Answer: Your initial gain is 10c-4. We already saw above how to perform an arbitrage for c=1. Therefore, c<=1. Note that S=45 is the worst case. For each 1 the stock price is above 45, you gain 1 for the option you bought and lose c<=1 for the options you sold, which increases your profit. Whereas for each 1 the stock price is below 45, you gain c on the option you sold, until the stock price is 40 and all options are worthless. So, in the worst case, your net cost at expiry is c(45-40)=5c. We want no possibility of loss, so lets set the total of initial gain and final gain equal to 0.

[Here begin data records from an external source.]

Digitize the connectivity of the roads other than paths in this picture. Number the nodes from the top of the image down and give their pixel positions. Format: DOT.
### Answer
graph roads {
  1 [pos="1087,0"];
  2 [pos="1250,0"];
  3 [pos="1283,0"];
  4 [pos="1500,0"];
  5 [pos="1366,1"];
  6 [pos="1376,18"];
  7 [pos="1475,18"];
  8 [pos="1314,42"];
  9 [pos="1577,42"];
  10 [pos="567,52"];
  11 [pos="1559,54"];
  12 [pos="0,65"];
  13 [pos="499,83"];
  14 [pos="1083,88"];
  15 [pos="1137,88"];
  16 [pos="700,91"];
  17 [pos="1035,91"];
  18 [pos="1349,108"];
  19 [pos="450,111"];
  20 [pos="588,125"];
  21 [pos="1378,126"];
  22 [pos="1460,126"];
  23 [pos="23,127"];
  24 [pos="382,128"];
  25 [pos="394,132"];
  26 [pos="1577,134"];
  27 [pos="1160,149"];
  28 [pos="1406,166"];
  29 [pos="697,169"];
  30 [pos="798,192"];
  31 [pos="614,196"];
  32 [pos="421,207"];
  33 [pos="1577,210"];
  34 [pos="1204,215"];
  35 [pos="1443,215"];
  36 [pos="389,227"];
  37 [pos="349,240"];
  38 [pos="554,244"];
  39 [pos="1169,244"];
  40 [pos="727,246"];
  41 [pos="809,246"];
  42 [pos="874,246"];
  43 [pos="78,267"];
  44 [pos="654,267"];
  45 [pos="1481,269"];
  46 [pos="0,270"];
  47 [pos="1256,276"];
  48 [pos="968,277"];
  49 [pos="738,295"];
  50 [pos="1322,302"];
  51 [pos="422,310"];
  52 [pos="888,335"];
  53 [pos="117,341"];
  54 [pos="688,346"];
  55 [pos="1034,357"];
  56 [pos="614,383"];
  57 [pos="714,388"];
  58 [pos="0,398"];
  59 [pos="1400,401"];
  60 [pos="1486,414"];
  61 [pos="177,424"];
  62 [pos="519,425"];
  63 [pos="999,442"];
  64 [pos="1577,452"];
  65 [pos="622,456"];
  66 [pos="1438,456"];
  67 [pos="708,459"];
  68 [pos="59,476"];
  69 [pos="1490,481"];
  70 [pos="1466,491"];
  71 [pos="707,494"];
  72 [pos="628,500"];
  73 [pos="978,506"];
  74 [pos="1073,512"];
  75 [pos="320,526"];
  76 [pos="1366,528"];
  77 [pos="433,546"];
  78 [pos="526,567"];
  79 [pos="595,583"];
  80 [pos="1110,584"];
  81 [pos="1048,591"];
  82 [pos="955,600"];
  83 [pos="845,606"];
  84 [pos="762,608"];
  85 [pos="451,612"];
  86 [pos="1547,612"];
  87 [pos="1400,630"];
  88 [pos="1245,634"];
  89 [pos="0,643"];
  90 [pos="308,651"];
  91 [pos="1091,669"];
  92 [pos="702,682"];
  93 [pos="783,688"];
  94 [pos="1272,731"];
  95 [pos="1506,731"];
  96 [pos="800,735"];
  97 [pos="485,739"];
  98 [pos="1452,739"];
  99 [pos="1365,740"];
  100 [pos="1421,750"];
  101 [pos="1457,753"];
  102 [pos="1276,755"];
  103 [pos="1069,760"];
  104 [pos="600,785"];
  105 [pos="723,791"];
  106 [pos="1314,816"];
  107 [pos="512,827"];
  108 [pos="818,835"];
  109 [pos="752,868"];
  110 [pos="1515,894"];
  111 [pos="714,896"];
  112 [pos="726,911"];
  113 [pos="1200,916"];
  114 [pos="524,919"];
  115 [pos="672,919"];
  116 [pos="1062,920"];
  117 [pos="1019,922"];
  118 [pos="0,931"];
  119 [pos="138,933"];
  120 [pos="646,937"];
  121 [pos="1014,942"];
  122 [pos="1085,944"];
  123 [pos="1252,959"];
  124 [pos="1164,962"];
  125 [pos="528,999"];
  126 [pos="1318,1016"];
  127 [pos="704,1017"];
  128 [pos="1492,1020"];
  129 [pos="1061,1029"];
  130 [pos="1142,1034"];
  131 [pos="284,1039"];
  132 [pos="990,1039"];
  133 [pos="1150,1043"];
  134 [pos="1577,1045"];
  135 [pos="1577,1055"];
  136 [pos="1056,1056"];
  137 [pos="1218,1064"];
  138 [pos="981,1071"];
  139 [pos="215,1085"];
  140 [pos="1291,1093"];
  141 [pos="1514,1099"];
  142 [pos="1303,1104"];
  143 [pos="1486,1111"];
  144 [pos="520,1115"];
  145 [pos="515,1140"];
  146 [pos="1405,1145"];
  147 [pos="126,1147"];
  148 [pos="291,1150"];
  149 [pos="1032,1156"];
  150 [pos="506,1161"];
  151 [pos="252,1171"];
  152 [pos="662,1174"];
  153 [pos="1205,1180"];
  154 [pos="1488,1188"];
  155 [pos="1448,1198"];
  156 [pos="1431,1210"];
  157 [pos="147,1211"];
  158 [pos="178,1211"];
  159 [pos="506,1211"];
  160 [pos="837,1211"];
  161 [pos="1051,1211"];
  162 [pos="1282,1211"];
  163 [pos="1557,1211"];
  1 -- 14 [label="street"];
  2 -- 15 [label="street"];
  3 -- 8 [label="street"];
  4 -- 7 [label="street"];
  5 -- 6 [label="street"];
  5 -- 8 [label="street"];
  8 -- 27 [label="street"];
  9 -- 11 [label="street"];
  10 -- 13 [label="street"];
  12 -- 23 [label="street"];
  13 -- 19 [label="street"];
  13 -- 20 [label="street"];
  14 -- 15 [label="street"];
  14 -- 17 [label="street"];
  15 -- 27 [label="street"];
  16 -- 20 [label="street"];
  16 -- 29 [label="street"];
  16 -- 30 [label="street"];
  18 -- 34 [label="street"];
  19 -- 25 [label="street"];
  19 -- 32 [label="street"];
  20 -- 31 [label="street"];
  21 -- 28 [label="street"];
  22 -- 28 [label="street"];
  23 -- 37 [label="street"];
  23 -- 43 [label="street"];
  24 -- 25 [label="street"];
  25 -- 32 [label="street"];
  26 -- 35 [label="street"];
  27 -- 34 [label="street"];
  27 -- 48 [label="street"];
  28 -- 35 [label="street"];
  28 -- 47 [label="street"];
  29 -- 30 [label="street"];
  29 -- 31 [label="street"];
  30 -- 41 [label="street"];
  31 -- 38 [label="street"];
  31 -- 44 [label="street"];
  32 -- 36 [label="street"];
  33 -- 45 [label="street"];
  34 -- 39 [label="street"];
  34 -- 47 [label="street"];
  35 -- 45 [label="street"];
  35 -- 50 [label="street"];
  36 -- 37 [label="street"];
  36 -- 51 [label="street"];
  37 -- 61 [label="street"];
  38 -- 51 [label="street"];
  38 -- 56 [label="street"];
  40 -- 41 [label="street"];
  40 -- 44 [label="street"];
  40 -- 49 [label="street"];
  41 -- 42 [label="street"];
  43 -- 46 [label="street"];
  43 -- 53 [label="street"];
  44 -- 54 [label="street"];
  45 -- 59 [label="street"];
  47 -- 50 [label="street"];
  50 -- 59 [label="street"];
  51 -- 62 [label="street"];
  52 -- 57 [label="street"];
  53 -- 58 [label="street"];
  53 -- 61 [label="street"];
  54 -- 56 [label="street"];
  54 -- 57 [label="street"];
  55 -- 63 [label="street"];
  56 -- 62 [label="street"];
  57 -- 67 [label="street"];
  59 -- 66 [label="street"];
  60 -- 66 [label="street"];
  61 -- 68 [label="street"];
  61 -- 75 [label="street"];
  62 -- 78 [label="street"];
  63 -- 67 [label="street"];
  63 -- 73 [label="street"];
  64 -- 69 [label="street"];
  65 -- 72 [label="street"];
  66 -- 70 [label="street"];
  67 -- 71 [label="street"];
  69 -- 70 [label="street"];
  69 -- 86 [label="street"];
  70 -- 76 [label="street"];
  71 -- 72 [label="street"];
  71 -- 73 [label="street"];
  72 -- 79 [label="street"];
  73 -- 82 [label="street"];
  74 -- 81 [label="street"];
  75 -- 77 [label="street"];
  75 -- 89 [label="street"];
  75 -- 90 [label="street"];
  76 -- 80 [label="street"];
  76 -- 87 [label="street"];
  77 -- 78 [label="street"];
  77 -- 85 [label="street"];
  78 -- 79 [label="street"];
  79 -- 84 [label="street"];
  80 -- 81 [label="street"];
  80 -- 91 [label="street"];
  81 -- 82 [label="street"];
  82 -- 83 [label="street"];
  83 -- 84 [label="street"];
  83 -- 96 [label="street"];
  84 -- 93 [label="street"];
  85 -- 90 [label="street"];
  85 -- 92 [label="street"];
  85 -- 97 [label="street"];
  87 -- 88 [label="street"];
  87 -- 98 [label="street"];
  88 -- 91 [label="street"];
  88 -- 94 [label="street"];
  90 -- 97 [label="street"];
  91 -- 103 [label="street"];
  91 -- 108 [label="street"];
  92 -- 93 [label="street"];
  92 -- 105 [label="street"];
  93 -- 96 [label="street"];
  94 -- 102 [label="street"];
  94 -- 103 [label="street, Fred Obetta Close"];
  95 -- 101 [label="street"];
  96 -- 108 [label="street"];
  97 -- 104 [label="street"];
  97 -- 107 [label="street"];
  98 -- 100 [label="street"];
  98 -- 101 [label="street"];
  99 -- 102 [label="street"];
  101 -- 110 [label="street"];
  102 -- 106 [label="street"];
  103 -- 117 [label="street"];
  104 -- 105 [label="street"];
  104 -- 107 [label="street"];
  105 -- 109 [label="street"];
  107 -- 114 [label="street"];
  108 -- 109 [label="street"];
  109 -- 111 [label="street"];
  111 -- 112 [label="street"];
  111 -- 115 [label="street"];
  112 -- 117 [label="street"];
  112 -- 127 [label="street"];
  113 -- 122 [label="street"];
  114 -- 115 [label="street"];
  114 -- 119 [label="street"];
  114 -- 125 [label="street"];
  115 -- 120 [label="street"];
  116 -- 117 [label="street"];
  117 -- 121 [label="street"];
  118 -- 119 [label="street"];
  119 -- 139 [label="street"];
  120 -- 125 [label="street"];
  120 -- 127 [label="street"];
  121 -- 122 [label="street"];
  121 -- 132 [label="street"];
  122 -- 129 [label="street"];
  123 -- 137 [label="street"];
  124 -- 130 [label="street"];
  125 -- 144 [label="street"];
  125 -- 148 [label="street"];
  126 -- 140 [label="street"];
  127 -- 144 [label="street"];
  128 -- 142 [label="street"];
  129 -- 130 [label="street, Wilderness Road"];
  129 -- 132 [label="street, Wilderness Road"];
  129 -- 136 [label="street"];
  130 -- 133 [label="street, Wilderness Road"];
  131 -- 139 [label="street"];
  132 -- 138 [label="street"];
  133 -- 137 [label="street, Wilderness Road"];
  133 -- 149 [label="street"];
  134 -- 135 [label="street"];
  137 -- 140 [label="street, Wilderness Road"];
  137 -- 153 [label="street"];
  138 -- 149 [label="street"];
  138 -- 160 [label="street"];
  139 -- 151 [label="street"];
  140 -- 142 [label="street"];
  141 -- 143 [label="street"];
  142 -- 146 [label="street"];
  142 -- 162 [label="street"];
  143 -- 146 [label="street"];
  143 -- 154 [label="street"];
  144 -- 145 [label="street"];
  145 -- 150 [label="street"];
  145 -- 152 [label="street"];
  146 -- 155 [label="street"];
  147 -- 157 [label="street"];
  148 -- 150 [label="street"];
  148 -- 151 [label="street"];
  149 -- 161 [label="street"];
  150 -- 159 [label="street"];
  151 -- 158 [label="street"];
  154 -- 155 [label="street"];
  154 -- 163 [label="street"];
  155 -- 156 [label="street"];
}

(10c-4)-5c=0, c=4/5. You sell 4/5 of a 40 strike call. Your initial gain is 10 (4/5)-4=4. At expiry, your gain is (46-45)-(4/5)(46-40)=-3/8. With interest, your net gain is 4e^.08-3.8=.5331.
Here are my questions:
1) How do we know that C<=1?
2) If the stock price is below 45 (and more than 40), why do you gain c on the options you sold, since the person you sold the call to at strike 40 would exercise the call, preferring to buy it at the 40 strike price rather than at spot price greater than 40?